- [YOUR ASSIGNMENT] Search the records below for the word "pixel". Pull out each line that has it.

- [SOURCE DATA]
--- START ---

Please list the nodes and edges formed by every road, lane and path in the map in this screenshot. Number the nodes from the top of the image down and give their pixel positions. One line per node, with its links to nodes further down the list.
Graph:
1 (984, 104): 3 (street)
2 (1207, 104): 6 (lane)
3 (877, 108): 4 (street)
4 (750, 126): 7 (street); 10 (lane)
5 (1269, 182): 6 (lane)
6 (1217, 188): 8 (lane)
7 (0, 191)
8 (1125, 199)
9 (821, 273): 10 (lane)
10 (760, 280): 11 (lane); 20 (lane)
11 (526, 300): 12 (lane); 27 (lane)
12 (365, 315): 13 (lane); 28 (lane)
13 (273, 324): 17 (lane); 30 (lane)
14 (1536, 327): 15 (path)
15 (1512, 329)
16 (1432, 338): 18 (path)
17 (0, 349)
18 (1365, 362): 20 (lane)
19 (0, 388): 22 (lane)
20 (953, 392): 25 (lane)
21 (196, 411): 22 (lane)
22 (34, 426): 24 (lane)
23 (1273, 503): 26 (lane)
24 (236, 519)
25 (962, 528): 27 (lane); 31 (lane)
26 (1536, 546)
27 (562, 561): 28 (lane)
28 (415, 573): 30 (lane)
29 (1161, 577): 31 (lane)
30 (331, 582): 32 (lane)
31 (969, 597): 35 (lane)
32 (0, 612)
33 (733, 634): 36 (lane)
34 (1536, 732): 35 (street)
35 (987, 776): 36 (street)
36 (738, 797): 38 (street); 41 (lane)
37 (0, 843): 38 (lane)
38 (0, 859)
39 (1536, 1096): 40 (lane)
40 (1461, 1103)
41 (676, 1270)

--- END ---
--- START ---

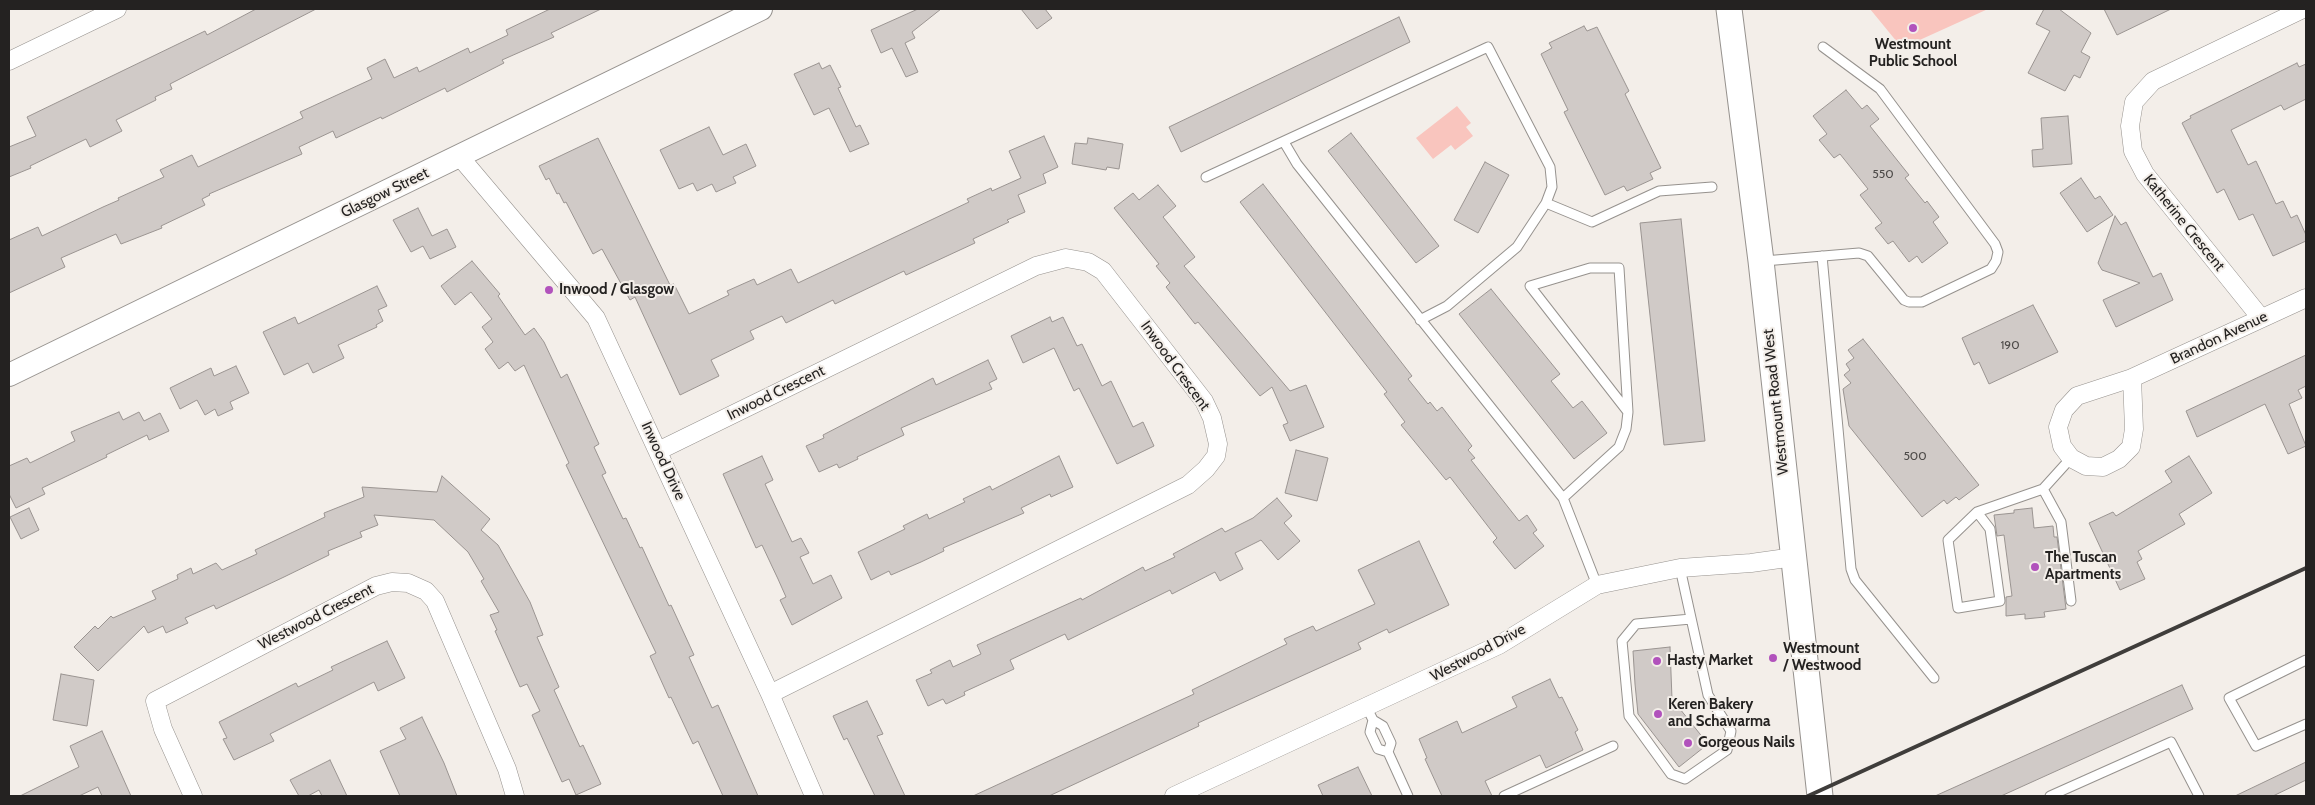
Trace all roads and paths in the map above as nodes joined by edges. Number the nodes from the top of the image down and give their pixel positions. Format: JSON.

--- END ---

- [EXERCISE RESPONSE]
Please list the nodes and edges formed by every road, lane and path in the map in this screenshot. Number the nodes from the top of the image down and give their pixel positions. One line per node, with its links to nodes further down the list.
Trace all roads and paths in the map above as nodes joined by edges. Number the nodes from the top of the image down and give their pixel positions. Format: JSON.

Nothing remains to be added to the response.